DISCLAIMER: WE GOT TOGETHER in October for the month of Halloween to play Resident Evil 2 and make some musings about it. If you didn’t get in there now: well bucko, you fuckin’ missed out. Maybe check us out on Discord and don’t be such a waste-case about it next time we do it.
Resident Evil 2 was where the series knew it was never going to be the kind of capital H horror that transformed the mind into a sheer state of fear and panic. It was the kind that rolled with Zombies (the word) and monsters, boogeymen and played with being “about” something the way genre used to.
Underneath the city, there’s an evil lab ran by a shady corporation willing to strip the flesh off of the bones of people: literally and because they make a product that turns people into flesh-hungry monsters. They’re working with the police, they’re working with civil servants and state municipalities.
It’s not the Zombies that keep me, personally, coming back to these early installments in the Resident Evil world. It’s the texture of the city and the people that inhabit it. Umbrella’s not just a spooky villain that slips it’s sinister hands into every innocent pie: they’ve managed to build the stage and run the play.
Resident Evil 2 from New Game through roll credits on The 4th Survivor is asking the question of who’s gonna do anything about it. The Special Tactics group from the first game turns out be be bankrolled by the same motherfuckers poisoning the city and everyone in it. If things worked out a little differently, it’s not hard to imagine our favorites from the Spencer Mansion case ending up in tactical gear and gas masks.
Who’s gonna do anything about it then? Resident Evil 2’s about a biker chick and a Police Officer who probably wouldn’t be any good at his job. Leon doesn’t have swagger or grace: revisiting the game for the Deep Hell Book Club makes it feel like he’s meant as comedy. The reason he’s late on the job in the first place is he was drowning his sorrows alone in a cheap motel after getting broken up with.
We don’t know much about Claire, but she’s got a close relationship with her brother and a possibly a degree in motorcycle engineering. She might be a college kid, but we can make the reading that her interest in knowing how to shoot and kick someone’s ass aren’t just because she wants to spend time with her brother. She’s a young biker: probably 15 years away from mixing up with a gang or ending up in one of those cop-based motorcycle groups that goes around harassing people.
Here we are: our two protagonists crossing ways on the outskirts of a city that’s sick and rotting from the inside out. Umbrella’s viral infection has hit the final stages, moving from every part of the nervous system to another. Leon and Claire have little hope of surviving, outsiders in every respect. What we lose in later Resident Evil games when our protagonists all become wrapped up in conspiracy and bureaucracy. The Chris of the most recent game is a trench-coated supersoldier closer to one of Umbrella’s goons than he is the scrappy survivor nerd of the first game.

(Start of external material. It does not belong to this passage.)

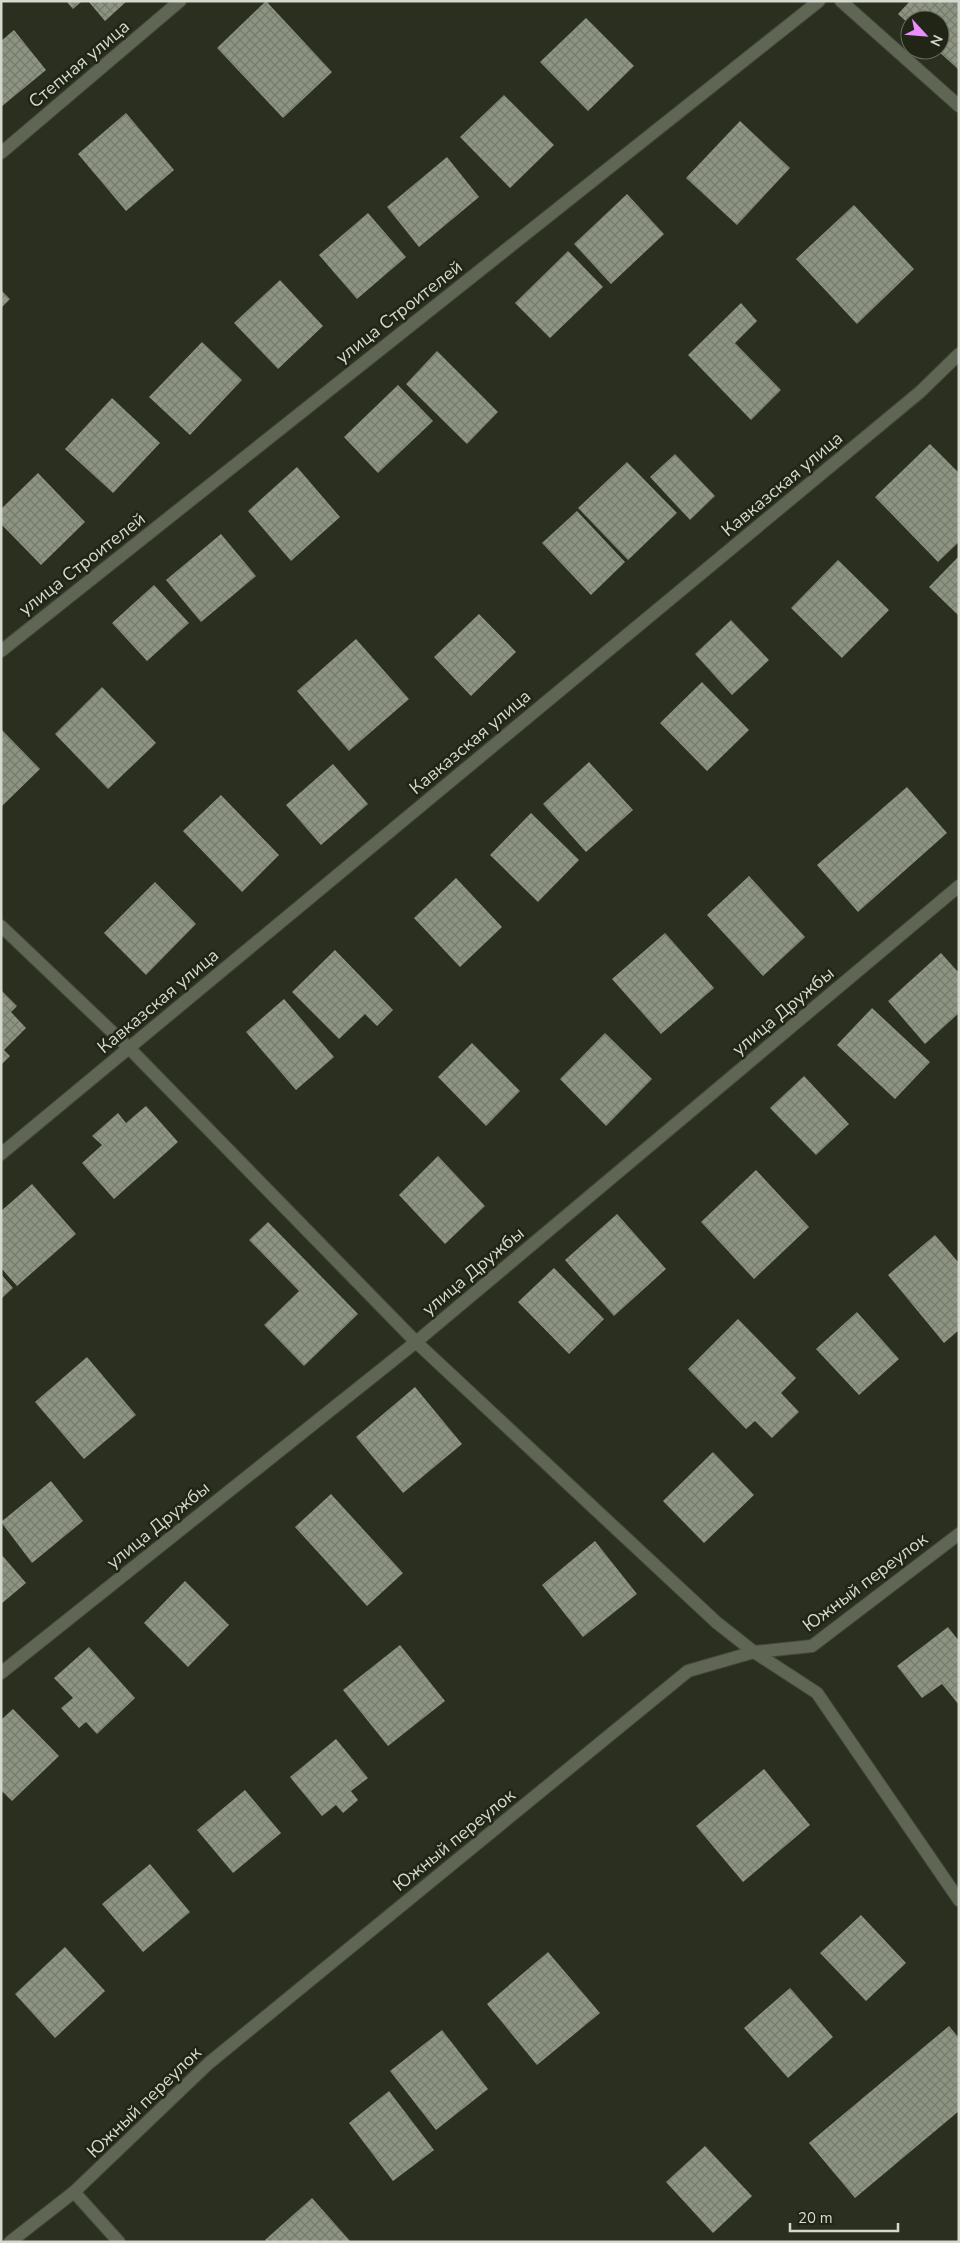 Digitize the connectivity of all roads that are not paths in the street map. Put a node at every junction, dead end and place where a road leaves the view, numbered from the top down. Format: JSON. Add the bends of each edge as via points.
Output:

Leon was one of the few cops in fiction that could be called, with some security, Not A Cop. He’d never hit the force in time, a naive recruit who joined because of a famous murder case. Knowing Leon showed up anywhere from a day to a week late to work, the dilapidated office bearing a banner that reads Welcome Leon! Seems more sarcastic than anything, as if the game is telling us Leon isn’t cut out for this job.
Resident Evil 2 acquaints us with a world where the saviors aren’t coming from the inside. There’s no hope to cure the sickness by making a better version of the company that caused it in the same place. Raccoon City wasn’t going to be saved, and all of the problems caused in similar places were going to keep happening as long as the nervous system is being treated the same way.
That is not, sadly, the future the games saw for themselves. It seems everyone but Claire, the true outsider biker girl, really got spared. Even she would later turn up in a catsuit working for another government agency, lanyard around her neck. A pistol holding government spook like everyone else; that outsider frequency stripped from her identity. Who are these people, and how are they going to save me?
Claire’s not the knight in shining armor the Raccoon Police Department needed: by the end of the game her and Leon have no love for the police, the corporation or even the government that let them move into the city. Surrounded by piles and piles of evidence that everybody who had the money and the means knew this was happening.
The people most often committed to changing things for the better often have nothing behind them but personal reasons and experiences. Leaders don’t tend to have lanyard badges and government clearance, and then they do they should be getting asked what the hell they’re doing here every time someone lay eyes on them.
Resident Evil 2 tells us that the institutions are poisons, the cops are cowards, clueless and ran by sociopaths and the people destined to make money off of our bodies are salivating over what they can make off of every inch of us. We’re not gonna be saved by anyone with a gun and a badge.